Timing issue (flash, GPIO, wait states)

lpcware · ‎06-15-2016

Content originally posted in LPCWare by jsl123 on Thu Oct 10 03:31:08 MST 2013
Hi!

First please have a look at the first picture. It shows the status on a GPIO pin for a 30MHz configured LPC810.
(Just added the "raw" files since the resolution was too bad...)

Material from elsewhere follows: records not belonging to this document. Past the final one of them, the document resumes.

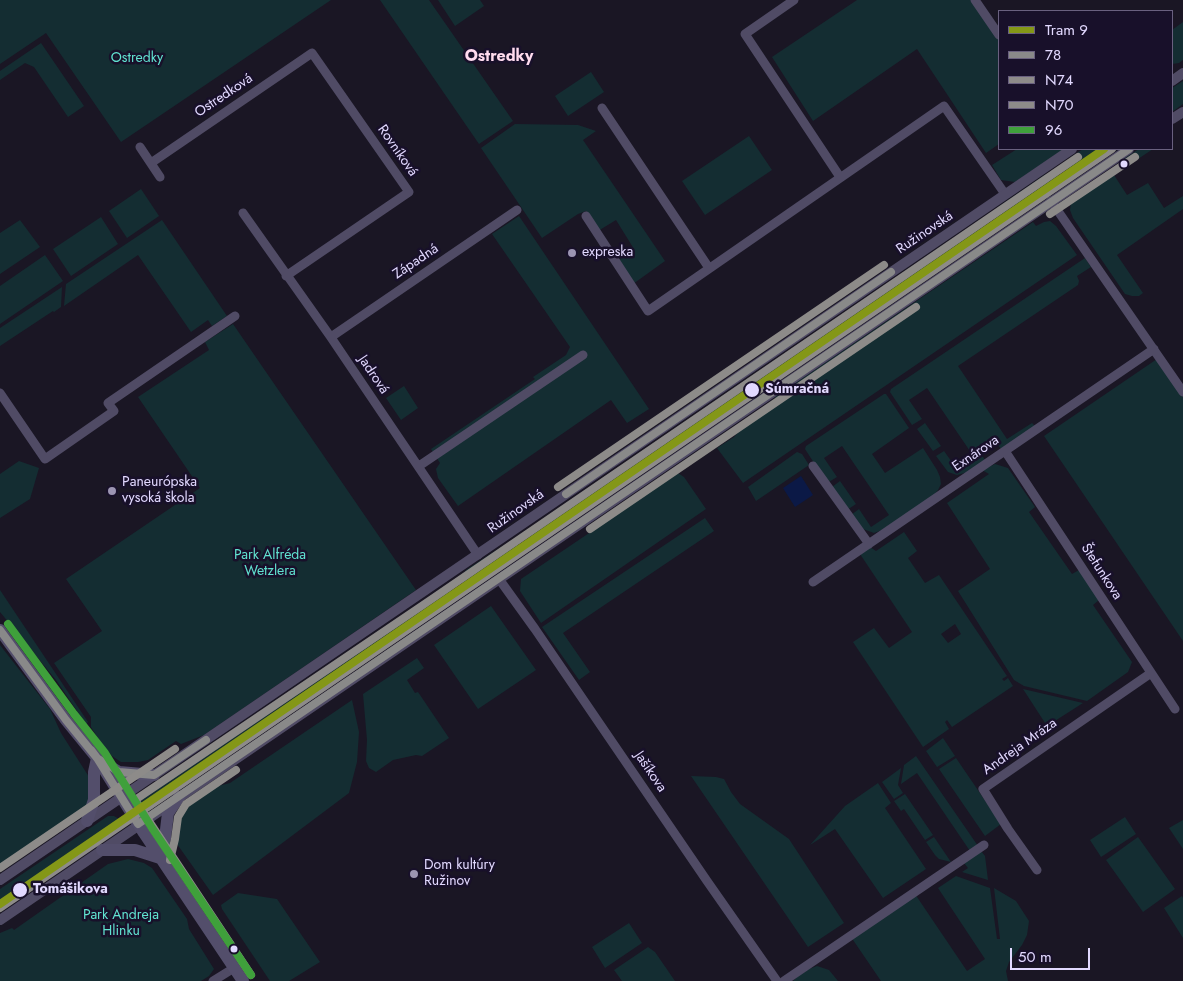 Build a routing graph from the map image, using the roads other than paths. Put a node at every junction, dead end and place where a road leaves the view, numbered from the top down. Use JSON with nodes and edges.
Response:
{"nodes":[{"id":1,"x":794,"y":0,"type":"edge"},
{"id":2,"x":975,"y":0,"type":"edge"},
{"id":3,"x":998,"y":34,"type":"edge"},
{"id":4,"x":312,"y":53,"type":"joint"},
{"id":5,"x":602,"y":108,"type":"dead end"},
{"id":6,"x":140,"y":147,"type":"dead end"},
{"id":7,"x":1071,"y":150,"type":"edge"},
{"id":8,"x":1127,"y":150,"type":"edge"},
{"id":9,"x":151,"y":163,"type":"junction"},
{"id":10,"x":160,"y":177,"type":"dead end"},
{"id":11,"x":840,"y":177,"type":"junction"},
{"id":12,"x":1005,"y":194,"type":"junction"},
{"id":13,"x":1051,"y":201,"type":"junction"},
{"id":14,"x":517,"y":210,"type":"dead end"},
{"id":15,"x":243,"y":213,"type":"dead end"},
{"id":16,"x":586,"y":216,"type":"dead end"},
{"id":17,"x":710,"y":268,"type":"junction"},
{"id":18,"x":286,"y":276,"type":"junction"},
{"id":19,"x":235,"y":316,"type":"dead end"},
{"id":20,"x":331,"y":338,"type":"junction"},
{"id":21,"x":1154,"y":349,"type":"junction"},
{"id":22,"x":583,"y":355,"type":"dead end"},
{"id":23,"x":1183,"y":392,"type":"edge"},
{"id":24,"x":0,"y":393,"type":"edge"},
{"id":25,"x":1005,"y":451,"type":"junction"},
{"id":26,"x":419,"y":466,"type":"junction"},
{"id":27,"x":813,"y":466,"type":"dead end"},
{"id":28,"x":869,"y":544,"type":"junction"},
{"id":29,"x":478,"y":555,"type":"junction"},
{"id":30,"x":499,"y":578,"type":"junction"},
{"id":31,"x":813,"y":582,"type":"dead end"},
{"id":32,"x":0,"y":630,"type":"edge"},
{"id":33,"x":1151,"y":673,"type":"junction"},
{"id":34,"x":1175,"y":708,"type":"dead end"},
{"id":35,"x":97,"y":758,"type":"junction"},
{"id":36,"x":154,"y":775,"type":"junction"},
{"id":37,"x":121,"y":797,"type":"junction"},
{"id":38,"x":179,"y":797,"type":"junction"},
{"id":39,"x":87,"y":821,"type":"junction"},
{"id":40,"x":138,"y":824,"type":"junction"},
{"id":41,"x":984,"y":845,"type":"dead end"},
{"id":42,"x":102,"y":850,"type":"junction"},
{"id":43,"x":160,"y":858,"type":"junction"},
{"id":44,"x":1037,"y":870,"type":"dead end"},
{"id":45,"x":0,"y":880,"type":"edge"},
{"id":46,"x":0,"y":920,"type":"edge"},
{"id":47,"x":234,"y":968,"type":"junction"},
{"id":48,"x":213,"y":981,"type":"edge"},
{"id":49,"x":243,"y":981,"type":"edge"},
{"id":50,"x":777,"y":981,"type":"edge"},
{"id":51,"x":784,"y":981,"type":"edge"}],
"edges":[{"from":1,"to":11,"type":"street"},
{"from":2,"to":3,"type":"street"},
{"from":4,"to":9,"type":"street","name":"Ostredková"},
{"from":4,"to":18,"type":"street","name":"Rovníková"},
{"from":5,"to":17,"type":"street"},
{"from":6,"to":9,"type":"street"},
{"from":7,"to":12,"type":"street","name":"Ružinovská"},
{"from":8,"to":13,"type":"street"},
{"from":9,"to":10,"type":"street"},
{"from":11,"to":12,"type":"street"},
{"from":11,"to":17,"type":"street"},
{"from":12,"to":29,"type":"street","name":"Ružinovská"},
{"from":13,"to":21,"type":"street"},
{"from":13,"to":30,"type":"street"},
{"from":14,"to":20,"type":"street","name":"Západná"},
{"from":15,"to":18,"type":"street","name":"Jadrová"},
{"from":16,"to":17,"type":"street"},
{"from":18,"to":20,"type":"street","name":"Jadrová"},
{"from":19,"to":24,"type":"street"},
{"from":20,"to":26,"type":"street","name":"Jadrová"},
{"from":21,"to":23,"type":"street"},
{"from":21,"to":25,"type":"street","name":"Exnárova"},
{"from":22,"to":26,"type":"street"},
{"from":25,"to":28,"type":"street","name":"Exnárova"},
{"from":25,"to":33,"type":"street","name":"Štefunkova"},
{"from":26,"to":29,"type":"street","name":"Jadrová"},
{"from":27,"to":28,"type":"street"},
{"from":28,"to":31,"type":"street","name":"Exnárova"},
{"from":29,"to":36,"type":"street","name":"Ružinovská"},
{"from":30,"to":38,"type":"street"},
{"from":30,"to":50,"type":"street","name":"Jašíkova"},
{"from":32,"to":35,"type":"main road"},
{"from":33,"to":34,"type":"street","name":"Štefunkova"},
{"from":33,"to":44,"type":"street","name":"Andreja Mráza"},
{"from":35,"to":36,"type":"main road"},
{"from":35,"to":37,"type":"main road"},
{"from":35,"to":39,"type":"main road"},
{"from":36,"to":37,"type":"street","name":"Ružinovská"},
{"from":37,"to":39,"type":"street","name":"Ružinovská"},
{"from":37,"to":40,"type":"main road"},
{"from":38,"to":40,"type":"street"},
{"from":38,"to":43,"type":"main road"},
{"from":39,"to":45,"type":"street","name":"Ružinovská"},
{"from":40,"to":42,"type":"street"},
{"from":40,"to":43,"type":"main road"},
{"from":41,"to":51,"type":"street"},
{"from":42,"to":43,"type":"main road"},
{"from":42,"to":46,"type":"street"},
{"from":43,"to":47,"type":"main road"},
{"from":47,"to":48,"type":"street"},
{"from":47,"to":49,"type":"main road"}]} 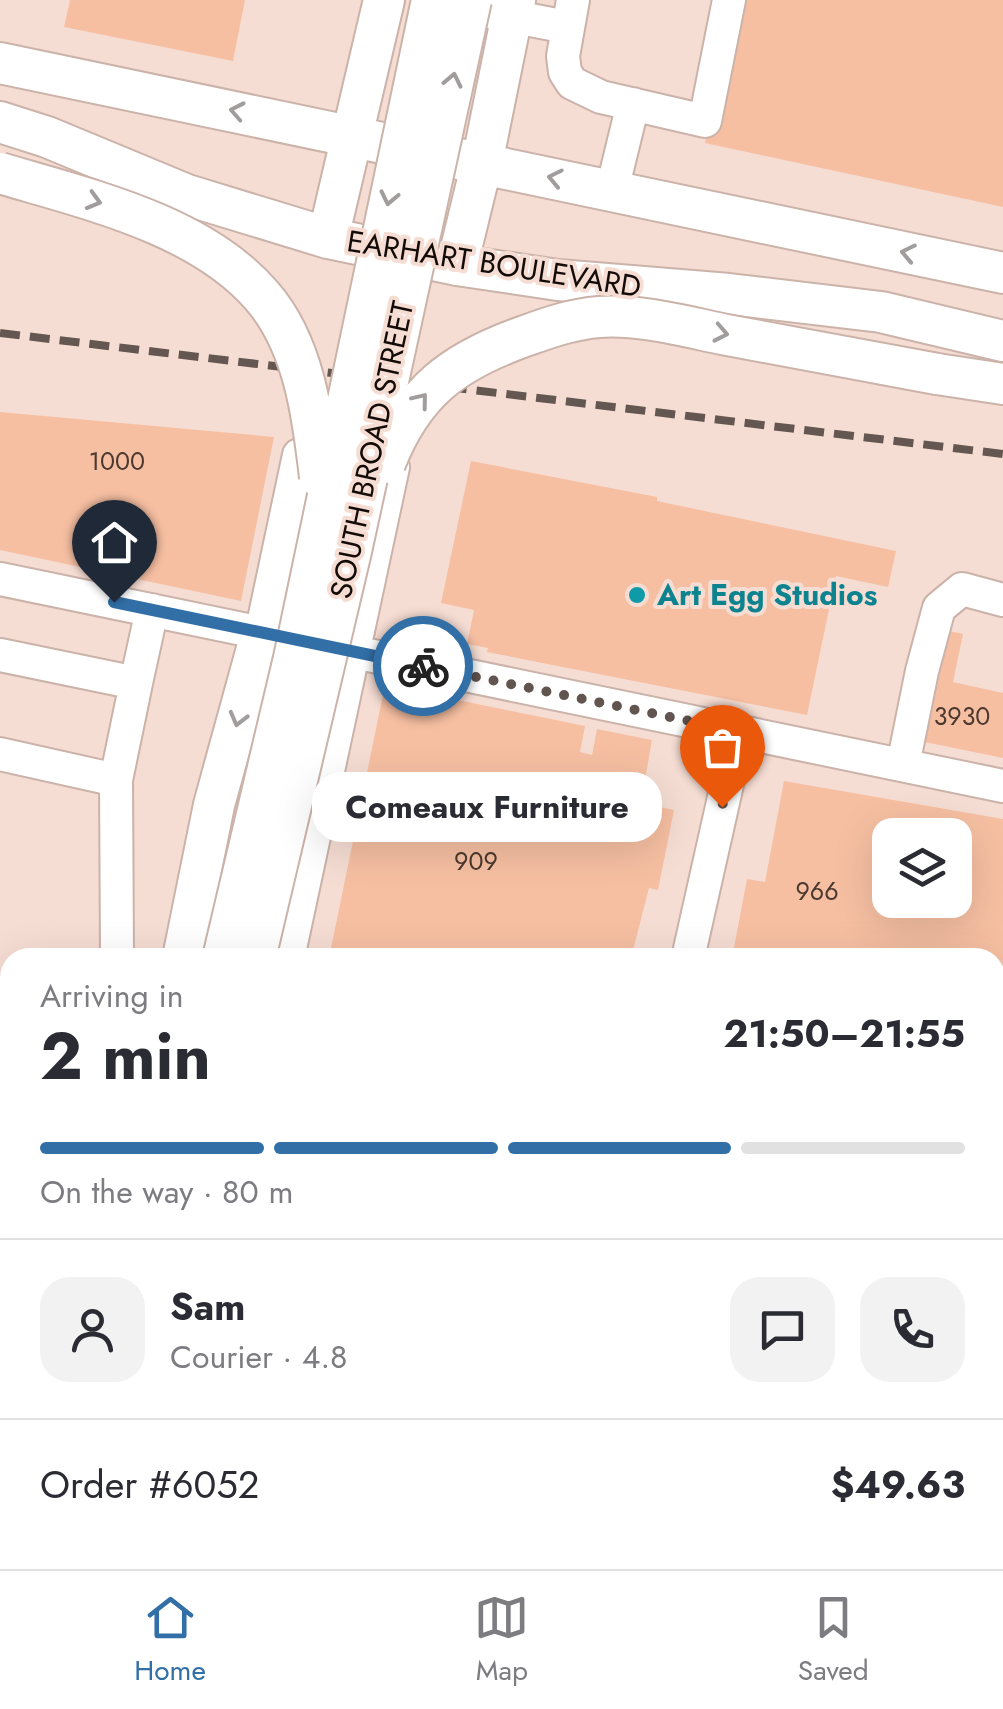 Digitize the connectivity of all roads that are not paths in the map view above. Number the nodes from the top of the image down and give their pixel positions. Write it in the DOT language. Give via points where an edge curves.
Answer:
graph roads {
  1 [pos="384,0"];
  2 [pos="430,0"];
  3 [pos="471,0"];
  4 [pos="729,0"];
  5 [pos="513,8"];
  6 [pos="570,13"];
  7 [pos="0,64"];
  8 [pos="633,104"];
  9 [pos="0,122"];
  10 [pos="351,134"];
  11 [pos="482,163"];
  12 [pos="0,174"];
  13 [pos="612,190"];
  14 [pos="328,238"];
  15 [pos="457,265"];
  16 [pos="1003,273"];
  17 [pos="1003,341"];
  18 [pos="1003,384"];
  19 [pos="353,460"];
  20 [pos="323,510"];
  21 [pos="351,551"];
  22 [pos="0,579"];
  23 [pos="1003,600"];
  24 [pos="152,610"];
  25 [pos="261,634"];
  26 [pos="315,644"];
  27 [pos="352,652"];
  28 [pos="0,655"];
  29 [pos="136,683"];
  30 [pos="738,731"];
  31 [pos="0,754"];
  32 [pos="903,765"];
  33 [pos="116,780"];
  34 [pos="1003,786"];
  35 [pos="117,948"];
  36 [pos="185,948"];
  37 [pos="225,948"];
  38 [pos="241,948"];
  39 [pos="256,948"];
  40 [pos="290,948"];
  41 [pos="690,948"];
  1 -- 10 [label="main road"];
  2 -- 5 [label="street"];
  2 -- 20 [label="main road, SOUTH BROAD STREET, one-way, bridge"];
  21 -- 3 [label="main road, SOUTH BROAD STREET, one-way, bridge"];
  4 -- 8 [label="street" via="707,122"];
  5 -- 6 [label="street"];
  5 -- 11 [label="main road"];
  6 -- 8 [label="street" via="563,56 572,83"];
  10 -- 7 [label="main road, one-way"];
  8 -- 13 [label="street"];
  9 -- 14 [label="main road, EARHART BOULEVARD" via="187,195"];
  10 -- 11 [label="main road"];
  10 -- 14 [label="main road"];
  13 -- 11 [label="main road, one-way"];
  11 -- 15 [label="main road"];
  12 -- 20 [label="main road, one-way, bridge" via="120,208 229,265 263,297 292,346 307,395"];
  16 -- 13 [label="main road, one-way"];
  14 -- 15 [label="main road, EARHART BOULEVARD"];
  15 -- 17 [label="main road, EARHART BOULEVARD" via="881,312"];
  21 -- 18 [label="main road, one-way, bridge" via="387,457 424,393 453,368 496,346 560,324 604,316 635,320"];
  19 -- 25 [label="street" via="299,454"];
  19 -- 26 [label="street"];
  19 -- 27 [label="street" via="393,467"];
  20 -- 37 [label="main road, SOUTH BROAD STREET, bridge"];
  21 -- 39 [label="main road, SOUTH BROAD STREET, bridge"];
  22 -- 24 [label="street"];
  23 -- 32 [label="street" via="962,590 939,608"];
  24 -- 25 [label="street"];
  24 -- 29 [label="street"];
  25 -- 26 [label="street"];
  25 -- 36 [label="main road, one-way" via="214,804"];
  26 -- 27 [label="street"];
  26 -- 38 [label="street"];
  27 -- 30 [label="street"];
  27 -- 40 [label="street"];
  28 -- 29 [label="street"];
  29 -- 33 [label="street"];
  30 -- 32 [label="street"];
  30 -- 41 [label="street"];
  31 -- 33 [label="street"];
  32 -- 34 [label="street"];
  33 -- 35 [label="street"];
}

This is the result of the following code:

while (1) {
LPC_GPIO_PORT->SET0 = _BV (LED_LOCATION); \
LPC_GPIO_PORT->CLR0 = _BV (LED_LOCATION); \
LPC_GPIO_PORT->SET0 = _BV (LED_LOCATION); \
LPC_GPIO_PORT->CLR0 = _BV (LED_LOCATION); \
LPC_GPIO_PORT->SET0 = _BV (LED_LOCATION); \
LPC_GPIO_PORT->CLR0 = _BV (LED_LOCATION); \
LPC_GPIO_PORT->SET0 = _BV (LED_LOCATION); \
LPC_GPIO_PORT->CLR0 = _BV (LED_LOCATION); \
}

in complete absence of interrupts and/or timers
which results in the following assembler:

  24:   22a0            movs    r2, #160        ; 0xa0
  26:   0612            lsls    r2, r2, #24
  28:   2088            movs    r0, #136        ; 0x88
  2a:   0180            lsls    r0, r0, #6
  2c:   2304            movs    r3, #4
  2e:   218a            movs    r1, #138        ; 0x8a
  30:   0189            lsls    r1, r1, #6
  32:   5013            str     r3, [r2, r0]
  34:   5053            str     r3, [r2, r1]
  36:   5013            str     r3, [r2, r0]
  38:   5053            str     r3, [r2, r1]
  3a:   5013            str     r3, [r2, r0]
  3c:   5053            str     r3, [r2, r1]
  3e:   5013            str     r3, [r2, r0]
  40:   5053            str     r3, [r2, r1]
  42:   e7f6            b.n     32 <main+0x32>

That looks reasonable...

You can find the groups of 4 and in between there is the branch.
But what makes me wonder is the difference between the "set time" (70ns) and the "clear time" (30ns)! (It's not 33.3ns because of the limited resolution of my LA.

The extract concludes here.